Exercise objective >> Reproduce every record exactly as given.

Provided records >>
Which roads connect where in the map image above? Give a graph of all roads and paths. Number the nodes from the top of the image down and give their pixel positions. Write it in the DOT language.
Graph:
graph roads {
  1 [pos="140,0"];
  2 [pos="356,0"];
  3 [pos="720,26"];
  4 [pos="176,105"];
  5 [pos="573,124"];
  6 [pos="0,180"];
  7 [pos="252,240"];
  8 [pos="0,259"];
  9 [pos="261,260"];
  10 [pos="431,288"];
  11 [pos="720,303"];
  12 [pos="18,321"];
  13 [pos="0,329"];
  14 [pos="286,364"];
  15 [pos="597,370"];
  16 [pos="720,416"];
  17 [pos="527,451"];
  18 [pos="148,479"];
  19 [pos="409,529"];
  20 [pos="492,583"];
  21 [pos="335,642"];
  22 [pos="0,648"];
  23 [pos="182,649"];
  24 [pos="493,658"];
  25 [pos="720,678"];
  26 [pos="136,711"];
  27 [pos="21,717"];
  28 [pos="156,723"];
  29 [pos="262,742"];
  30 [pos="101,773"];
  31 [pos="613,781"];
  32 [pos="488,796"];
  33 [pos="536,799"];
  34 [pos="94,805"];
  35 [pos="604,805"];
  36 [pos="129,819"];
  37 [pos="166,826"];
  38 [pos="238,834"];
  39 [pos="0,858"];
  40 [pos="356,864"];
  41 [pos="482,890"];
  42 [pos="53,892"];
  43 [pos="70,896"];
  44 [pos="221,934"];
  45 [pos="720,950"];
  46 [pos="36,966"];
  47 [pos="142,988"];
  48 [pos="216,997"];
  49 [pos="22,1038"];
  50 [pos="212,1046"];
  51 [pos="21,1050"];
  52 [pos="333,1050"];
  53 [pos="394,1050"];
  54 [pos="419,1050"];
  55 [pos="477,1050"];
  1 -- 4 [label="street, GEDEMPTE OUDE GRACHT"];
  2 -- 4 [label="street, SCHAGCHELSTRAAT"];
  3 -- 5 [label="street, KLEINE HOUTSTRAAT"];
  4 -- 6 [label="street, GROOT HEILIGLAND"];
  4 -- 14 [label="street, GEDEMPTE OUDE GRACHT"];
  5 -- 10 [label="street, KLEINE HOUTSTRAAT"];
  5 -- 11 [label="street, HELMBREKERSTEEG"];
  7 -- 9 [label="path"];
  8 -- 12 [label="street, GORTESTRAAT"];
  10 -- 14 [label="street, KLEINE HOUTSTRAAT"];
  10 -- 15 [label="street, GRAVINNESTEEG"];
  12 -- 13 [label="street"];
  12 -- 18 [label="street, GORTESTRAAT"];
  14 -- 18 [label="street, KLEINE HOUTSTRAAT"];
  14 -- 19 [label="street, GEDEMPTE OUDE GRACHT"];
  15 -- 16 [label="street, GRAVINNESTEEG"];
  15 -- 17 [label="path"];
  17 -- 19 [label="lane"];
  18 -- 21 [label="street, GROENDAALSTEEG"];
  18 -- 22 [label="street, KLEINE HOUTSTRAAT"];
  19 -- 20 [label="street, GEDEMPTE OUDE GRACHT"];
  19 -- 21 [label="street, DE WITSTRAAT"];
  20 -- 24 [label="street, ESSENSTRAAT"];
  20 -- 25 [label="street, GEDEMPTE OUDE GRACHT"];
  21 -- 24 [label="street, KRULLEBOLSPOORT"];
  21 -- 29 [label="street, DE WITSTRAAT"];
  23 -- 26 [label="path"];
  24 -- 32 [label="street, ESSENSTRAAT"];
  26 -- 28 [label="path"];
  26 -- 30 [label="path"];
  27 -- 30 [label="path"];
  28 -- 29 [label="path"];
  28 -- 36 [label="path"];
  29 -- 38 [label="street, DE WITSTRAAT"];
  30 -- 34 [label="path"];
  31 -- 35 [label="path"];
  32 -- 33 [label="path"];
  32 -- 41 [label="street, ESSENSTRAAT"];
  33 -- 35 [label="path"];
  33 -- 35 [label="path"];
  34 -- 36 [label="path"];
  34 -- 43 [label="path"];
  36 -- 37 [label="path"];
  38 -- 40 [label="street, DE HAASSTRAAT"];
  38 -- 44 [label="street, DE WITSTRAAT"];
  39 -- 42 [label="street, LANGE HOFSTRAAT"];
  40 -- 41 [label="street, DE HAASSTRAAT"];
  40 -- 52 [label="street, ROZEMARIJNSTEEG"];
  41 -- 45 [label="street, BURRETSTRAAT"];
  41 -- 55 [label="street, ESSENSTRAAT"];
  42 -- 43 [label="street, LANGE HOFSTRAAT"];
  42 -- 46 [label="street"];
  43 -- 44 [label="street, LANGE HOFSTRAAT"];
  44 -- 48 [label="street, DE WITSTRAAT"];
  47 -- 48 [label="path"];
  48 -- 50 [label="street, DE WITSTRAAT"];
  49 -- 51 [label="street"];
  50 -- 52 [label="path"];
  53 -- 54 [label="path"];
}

Exercise result >>
Which roads connect where in the map image above? Give a graph of all roads and paths. Number the nodes from the top of the image down and give their pixel positions. Write it in the DOT language.
Graph:
graph roads {
  1 [pos="140,0"];
  2 [pos="356,0"];
  3 [pos="720,26"];
  4 [pos="176,105"];
  5 [pos="573,124"];
  6 [pos="0,180"];
  7 [pos="252,240"];
  8 [pos="0,259"];
  9 [pos="261,260"];
  10 [pos="431,288"];
  11 [pos="720,303"];
  12 [pos="18,321"];
  13 [pos="0,329"];
  14 [pos="286,364"];
  15 [pos="597,370"];
  16 [pos="720,416"];
  17 [pos="527,451"];
  18 [pos="148,479"];
  19 [pos="409,529"];
  20 [pos="492,583"];
  21 [pos="335,642"];
  22 [pos="0,648"];
  23 [pos="182,649"];
  24 [pos="493,658"];
  25 [pos="720,678"];
  26 [pos="136,711"];
  27 [pos="21,717"];
  28 [pos="156,723"];
  29 [pos="262,742"];
  30 [pos="101,773"];
  31 [pos="613,781"];
  32 [pos="488,796"];
  33 [pos="536,799"];
  34 [pos="94,805"];
  35 [pos="604,805"];
  36 [pos="129,819"];
  37 [pos="166,826"];
  38 [pos="238,834"];
  39 [pos="0,858"];
  40 [pos="356,864"];
  41 [pos="482,890"];
  42 [pos="53,892"];
  43 [pos="70,896"];
  44 [pos="221,934"];
  45 [pos="720,950"];
  46 [pos="36,966"];
  47 [pos="142,988"];
  48 [pos="216,997"];
  49 [pos="22,1038"];
  50 [pos="212,1046"];
  51 [pos="21,1050"];
  52 [pos="333,1050"];
  53 [pos="394,1050"];
  54 [pos="419,1050"];
  55 [pos="477,1050"];
  1 -- 4 [label="street, GEDEMPTE OUDE GRACHT"];
  2 -- 4 [label="street, SCHAGCHELSTRAAT"];
  3 -- 5 [label="street, KLEINE HOUTSTRAAT"];
  4 -- 6 [label="street, GROOT HEILIGLAND"];
  4 -- 14 [label="street, GEDEMPTE OUDE GRACHT"];
  5 -- 10 [label="street, KLEINE HOUTSTRAAT"];
  5 -- 11 [label="street, HELMBREKERSTEEG"];
  7 -- 9 [label="path"];
  8 -- 12 [label="street, GORTESTRAAT"];
  10 -- 14 [label="street, KLEINE HOUTSTRAAT"];
  10 -- 15 [label="street, GRAVINNESTEEG"];
  12 -- 13 [label="street"];
  12 -- 18 [label="street, GORTESTRAAT"];
  14 -- 18 [label="street, KLEINE HOUTSTRAAT"];
  14 -- 19 [label="street, GEDEMPTE OUDE GRACHT"];
  15 -- 16 [label="street, GRAVINNESTEEG"];
  15 -- 17 [label="path"];
  17 -- 19 [label="lane"];
  18 -- 21 [label="street, GROENDAALSTEEG"];
  18 -- 22 [label="street, KLEINE HOUTSTRAAT"];
  19 -- 20 [label="street, GEDEMPTE OUDE GRACHT"];
  19 -- 21 [label="street, DE WITSTRAAT"];
  20 -- 24 [label="street, ESSENSTRAAT"];
  20 -- 25 [label="street, GEDEMPTE OUDE GRACHT"];
  21 -- 24 [label="street, KRULLEBOLSPOORT"];
  21 -- 29 [label="street, DE WITSTRAAT"];
  23 -- 26 [label="path"];
  24 -- 32 [label="street, ESSENSTRAAT"];
  26 -- 28 [label="path"];
  26 -- 30 [label="path"];
  27 -- 30 [label="path"];
  28 -- 29 [label="path"];
  28 -- 36 [label="path"];
  29 -- 38 [label="street, DE WITSTRAAT"];
  30 -- 34 [label="path"];
  31 -- 35 [label="path"];
  32 -- 33 [label="path"];
  32 -- 41 [label="street, ESSENSTRAAT"];
  33 -- 35 [label="path"];
  33 -- 35 [label="path"];
  34 -- 36 [label="path"];
  34 -- 43 [label="path"];
  36 -- 37 [label="path"];
  38 -- 40 [label="street, DE HAASSTRAAT"];
  38 -- 44 [label="street, DE WITSTRAAT"];
  39 -- 42 [label="street, LANGE HOFSTRAAT"];
  40 -- 41 [label="street, DE HAASSTRAAT"];
  40 -- 52 [label="street, ROZEMARIJNSTEEG"];
  41 -- 45 [label="street, BURRETSTRAAT"];
  41 -- 55 [label="street, ESSENSTRAAT"];
  42 -- 43 [label="street, LANGE HOFSTRAAT"];
  42 -- 46 [label="street"];
  43 -- 44 [label="street, LANGE HOFSTRAAT"];
  44 -- 48 [label="street, DE WITSTRAAT"];
  47 -- 48 [label="path"];
  48 -- 50 [label="street, DE WITSTRAAT"];
  49 -- 51 [label="street"];
  50 -- 52 [label="path"];
  53 -- 54 [label="path"];
}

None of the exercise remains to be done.